● Requirement
Please write out all the data exactly as shown.

● Data to examine
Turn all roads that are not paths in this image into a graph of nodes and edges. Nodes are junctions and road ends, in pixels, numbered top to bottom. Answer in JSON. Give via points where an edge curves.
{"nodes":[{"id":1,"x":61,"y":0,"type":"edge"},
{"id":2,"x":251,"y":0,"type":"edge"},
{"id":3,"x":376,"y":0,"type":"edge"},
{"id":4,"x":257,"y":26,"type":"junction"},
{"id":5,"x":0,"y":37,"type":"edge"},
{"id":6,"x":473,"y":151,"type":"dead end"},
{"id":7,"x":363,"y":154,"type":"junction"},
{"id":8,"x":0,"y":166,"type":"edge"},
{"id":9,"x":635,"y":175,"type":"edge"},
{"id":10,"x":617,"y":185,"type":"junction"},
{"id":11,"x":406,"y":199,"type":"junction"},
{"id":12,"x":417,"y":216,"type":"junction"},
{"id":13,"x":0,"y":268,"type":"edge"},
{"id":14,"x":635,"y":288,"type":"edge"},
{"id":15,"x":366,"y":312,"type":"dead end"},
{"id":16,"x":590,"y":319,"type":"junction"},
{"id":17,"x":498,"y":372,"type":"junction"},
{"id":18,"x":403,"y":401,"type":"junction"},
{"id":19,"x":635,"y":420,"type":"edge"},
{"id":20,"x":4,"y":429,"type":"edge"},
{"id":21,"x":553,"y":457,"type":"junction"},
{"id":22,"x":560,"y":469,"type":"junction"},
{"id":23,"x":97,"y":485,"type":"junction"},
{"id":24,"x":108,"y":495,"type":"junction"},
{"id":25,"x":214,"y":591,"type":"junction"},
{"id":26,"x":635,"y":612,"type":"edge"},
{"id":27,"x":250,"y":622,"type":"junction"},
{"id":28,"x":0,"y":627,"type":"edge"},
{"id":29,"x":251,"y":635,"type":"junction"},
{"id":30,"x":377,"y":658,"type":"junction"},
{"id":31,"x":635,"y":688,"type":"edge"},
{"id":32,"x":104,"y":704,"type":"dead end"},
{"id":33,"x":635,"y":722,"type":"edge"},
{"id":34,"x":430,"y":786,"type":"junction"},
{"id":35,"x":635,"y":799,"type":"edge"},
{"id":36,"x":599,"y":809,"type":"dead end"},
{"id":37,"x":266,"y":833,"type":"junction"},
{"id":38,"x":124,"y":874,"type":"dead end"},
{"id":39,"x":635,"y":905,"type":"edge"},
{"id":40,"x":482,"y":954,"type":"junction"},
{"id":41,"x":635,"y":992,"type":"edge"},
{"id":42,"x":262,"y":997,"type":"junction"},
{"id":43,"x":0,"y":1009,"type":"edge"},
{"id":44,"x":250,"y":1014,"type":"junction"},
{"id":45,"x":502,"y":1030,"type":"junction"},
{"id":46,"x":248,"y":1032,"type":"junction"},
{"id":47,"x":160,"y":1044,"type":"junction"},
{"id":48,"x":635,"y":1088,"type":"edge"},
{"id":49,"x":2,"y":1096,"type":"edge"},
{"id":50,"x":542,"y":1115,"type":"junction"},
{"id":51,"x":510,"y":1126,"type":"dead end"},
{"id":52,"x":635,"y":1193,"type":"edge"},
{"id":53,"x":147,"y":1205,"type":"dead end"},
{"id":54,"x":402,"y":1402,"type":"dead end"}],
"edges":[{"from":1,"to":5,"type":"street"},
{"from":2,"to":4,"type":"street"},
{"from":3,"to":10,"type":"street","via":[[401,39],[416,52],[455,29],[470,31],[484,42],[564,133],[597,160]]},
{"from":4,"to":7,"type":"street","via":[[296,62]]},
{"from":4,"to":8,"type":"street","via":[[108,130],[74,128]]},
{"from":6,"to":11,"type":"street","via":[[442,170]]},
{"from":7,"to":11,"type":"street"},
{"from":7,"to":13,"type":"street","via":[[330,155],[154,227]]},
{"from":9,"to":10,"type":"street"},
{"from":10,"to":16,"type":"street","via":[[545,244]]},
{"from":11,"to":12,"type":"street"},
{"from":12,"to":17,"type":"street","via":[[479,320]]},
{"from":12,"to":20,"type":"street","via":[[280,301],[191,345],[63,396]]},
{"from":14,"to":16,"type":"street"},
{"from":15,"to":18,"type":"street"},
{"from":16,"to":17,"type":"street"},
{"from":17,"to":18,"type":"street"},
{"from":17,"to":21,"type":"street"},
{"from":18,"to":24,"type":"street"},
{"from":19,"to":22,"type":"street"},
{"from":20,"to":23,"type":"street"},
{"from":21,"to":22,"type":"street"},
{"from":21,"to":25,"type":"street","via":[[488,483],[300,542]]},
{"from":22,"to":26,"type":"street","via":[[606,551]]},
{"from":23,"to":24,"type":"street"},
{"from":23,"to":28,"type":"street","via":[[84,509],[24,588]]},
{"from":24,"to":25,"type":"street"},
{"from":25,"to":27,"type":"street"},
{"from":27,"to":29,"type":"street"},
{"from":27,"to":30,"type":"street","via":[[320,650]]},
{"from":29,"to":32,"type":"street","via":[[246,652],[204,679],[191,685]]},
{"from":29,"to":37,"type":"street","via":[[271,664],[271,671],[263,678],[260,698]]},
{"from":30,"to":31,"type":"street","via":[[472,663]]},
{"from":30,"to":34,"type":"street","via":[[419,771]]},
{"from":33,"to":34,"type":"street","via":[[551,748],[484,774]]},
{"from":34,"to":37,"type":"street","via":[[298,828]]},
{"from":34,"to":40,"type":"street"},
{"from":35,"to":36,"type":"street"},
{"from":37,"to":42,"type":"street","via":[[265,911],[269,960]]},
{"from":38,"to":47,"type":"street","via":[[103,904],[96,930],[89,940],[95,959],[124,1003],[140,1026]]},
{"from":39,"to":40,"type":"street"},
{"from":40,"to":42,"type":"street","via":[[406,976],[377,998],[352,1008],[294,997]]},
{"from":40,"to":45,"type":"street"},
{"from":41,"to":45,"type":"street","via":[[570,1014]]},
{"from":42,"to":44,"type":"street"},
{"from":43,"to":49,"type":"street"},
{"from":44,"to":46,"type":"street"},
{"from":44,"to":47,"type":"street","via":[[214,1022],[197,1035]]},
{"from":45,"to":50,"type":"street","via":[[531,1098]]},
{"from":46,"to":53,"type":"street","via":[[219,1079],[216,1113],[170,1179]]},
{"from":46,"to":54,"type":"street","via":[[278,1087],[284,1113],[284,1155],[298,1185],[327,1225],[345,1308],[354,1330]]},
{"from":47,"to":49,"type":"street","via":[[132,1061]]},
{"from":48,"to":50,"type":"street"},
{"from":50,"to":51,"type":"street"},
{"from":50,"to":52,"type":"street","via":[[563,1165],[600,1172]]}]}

● Problem solution
Turn all roads that are not paths in this image into a graph of nodes and edges. Nodes are junctions and road ends, in pixels, numbered top to bottom. Answer in JSON. Give via points where an edge curves.
{"nodes":[{"id":1,"x":61,"y":0,"type":"edge"},
{"id":2,"x":251,"y":0,"type":"edge"},
{"id":3,"x":376,"y":0,"type":"edge"},
{"id":4,"x":257,"y":26,"type":"junction"},
{"id":5,"x":0,"y":37,"type":"edge"},
{"id":6,"x":473,"y":151,"type":"dead end"},
{"id":7,"x":363,"y":154,"type":"junction"},
{"id":8,"x":0,"y":166,"type":"edge"},
{"id":9,"x":635,"y":175,"type":"edge"},
{"id":10,"x":617,"y":185,"type":"junction"},
{"id":11,"x":406,"y":199,"type":"junction"},
{"id":12,"x":417,"y":216,"type":"junction"},
{"id":13,"x":0,"y":268,"type":"edge"},
{"id":14,"x":635,"y":288,"type":"edge"},
{"id":15,"x":366,"y":312,"type":"dead end"},
{"id":16,"x":590,"y":319,"type":"junction"},
{"id":17,"x":498,"y":372,"type":"junction"},
{"id":18,"x":403,"y":401,"type":"junction"},
{"id":19,"x":635,"y":420,"type":"edge"},
{"id":20,"x":4,"y":429,"type":"edge"},
{"id":21,"x":553,"y":457,"type":"junction"},
{"id":22,"x":560,"y":469,"type":"junction"},
{"id":23,"x":97,"y":485,"type":"junction"},
{"id":24,"x":108,"y":495,"type":"junction"},
{"id":25,"x":214,"y":591,"type":"junction"},
{"id":26,"x":635,"y":612,"type":"edge"},
{"id":27,"x":250,"y":622,"type":"junction"},
{"id":28,"x":0,"y":627,"type":"edge"},
{"id":29,"x":251,"y":635,"type":"junction"},
{"id":30,"x":377,"y":658,"type":"junction"},
{"id":31,"x":635,"y":688,"type":"edge"},
{"id":32,"x":104,"y":704,"type":"dead end"},
{"id":33,"x":635,"y":722,"type":"edge"},
{"id":34,"x":430,"y":786,"type":"junction"},
{"id":35,"x":635,"y":799,"type":"edge"},
{"id":36,"x":599,"y":809,"type":"dead end"},
{"id":37,"x":266,"y":833,"type":"junction"},
{"id":38,"x":124,"y":874,"type":"dead end"},
{"id":39,"x":635,"y":905,"type":"edge"},
{"id":40,"x":482,"y":954,"type":"junction"},
{"id":41,"x":635,"y":992,"type":"edge"},
{"id":42,"x":262,"y":997,"type":"junction"},
{"id":43,"x":0,"y":1009,"type":"edge"},
{"id":44,"x":250,"y":1014,"type":"junction"},
{"id":45,"x":502,"y":1030,"type":"junction"},
{"id":46,"x":248,"y":1032,"type":"junction"},
{"id":47,"x":160,"y":1044,"type":"junction"},
{"id":48,"x":635,"y":1088,"type":"edge"},
{"id":49,"x":2,"y":1096,"type":"edge"},
{"id":50,"x":542,"y":1115,"type":"junction"},
{"id":51,"x":510,"y":1126,"type":"dead end"},
{"id":52,"x":635,"y":1193,"type":"edge"},
{"id":53,"x":147,"y":1205,"type":"dead end"},
{"id":54,"x":402,"y":1402,"type":"dead end"}],
"edges":[{"from":1,"to":5,"type":"street"},
{"from":2,"to":4,"type":"street"},
{"from":3,"to":10,"type":"street","via":[[401,39],[416,52],[455,29],[470,31],[484,42],[564,133],[597,160]]},
{"from":4,"to":7,"type":"street","via":[[296,62]]},
{"from":4,"to":8,"type":"street","via":[[108,130],[74,128]]},
{"from":6,"to":11,"type":"street","via":[[442,170]]},
{"from":7,"to":11,"type":"street"},
{"from":7,"to":13,"type":"street","via":[[330,155],[154,227]]},
{"from":9,"to":10,"type":"street"},
{"from":10,"to":16,"type":"street","via":[[545,244]]},
{"from":11,"to":12,"type":"street"},
{"from":12,"to":17,"type":"street","via":[[479,320]]},
{"from":12,"to":20,"type":"street","via":[[280,301],[191,345],[63,396]]},
{"from":14,"to":16,"type":"street"},
{"from":15,"to":18,"type":"street"},
{"from":16,"to":17,"type":"street"},
{"from":17,"to":18,"type":"street"},
{"from":17,"to":21,"type":"street"},
{"from":18,"to":24,"type":"street"},
{"from":19,"to":22,"type":"street"},
{"from":20,"to":23,"type":"street"},
{"from":21,"to":22,"type":"street"},
{"from":21,"to":25,"type":"street","via":[[488,483],[300,542]]},
{"from":22,"to":26,"type":"street","via":[[606,551]]},
{"from":23,"to":24,"type":"street"},
{"from":23,"to":28,"type":"street","via":[[84,509],[24,588]]},
{"from":24,"to":25,"type":"street"},
{"from":25,"to":27,"type":"street"},
{"from":27,"to":29,"type":"street"},
{"from":27,"to":30,"type":"street","via":[[320,650]]},
{"from":29,"to":32,"type":"street","via":[[246,652],[204,679],[191,685]]},
{"from":29,"to":37,"type":"street","via":[[271,664],[271,671],[263,678],[260,698]]},
{"from":30,"to":31,"type":"street","via":[[472,663]]},
{"from":30,"to":34,"type":"street","via":[[419,771]]},
{"from":33,"to":34,"type":"street","via":[[551,748],[484,774]]},
{"from":34,"to":37,"type":"street","via":[[298,828]]},
{"from":34,"to":40,"type":"street"},
{"from":35,"to":36,"type":"street"},
{"from":37,"to":42,"type":"street","via":[[265,911],[269,960]]},
{"from":38,"to":47,"type":"street","via":[[103,904],[96,930],[89,940],[95,959],[124,1003],[140,1026]]},
{"from":39,"to":40,"type":"street"},
{"from":40,"to":42,"type":"street","via":[[406,976],[377,998],[352,1008],[294,997]]},
{"from":40,"to":45,"type":"street"},
{"from":41,"to":45,"type":"street","via":[[570,1014]]},
{"from":42,"to":44,"type":"street"},
{"from":43,"to":49,"type":"street"},
{"from":44,"to":46,"type":"street"},
{"from":44,"to":47,"type":"street","via":[[214,1022],[197,1035]]},
{"from":45,"to":50,"type":"street","via":[[531,1098]]},
{"from":46,"to":53,"type":"street","via":[[219,1079],[216,1113],[170,1179]]},
{"from":46,"to":54,"type":"street","via":[[278,1087],[284,1113],[284,1155],[298,1185],[327,1225],[345,1308],[354,1330]]},
{"from":47,"to":49,"type":"street","via":[[132,1061]]},
{"from":48,"to":50,"type":"street"},
{"from":50,"to":51,"type":"street"},
{"from":50,"to":52,"type":"street","via":[[563,1165],[600,1172]]}]}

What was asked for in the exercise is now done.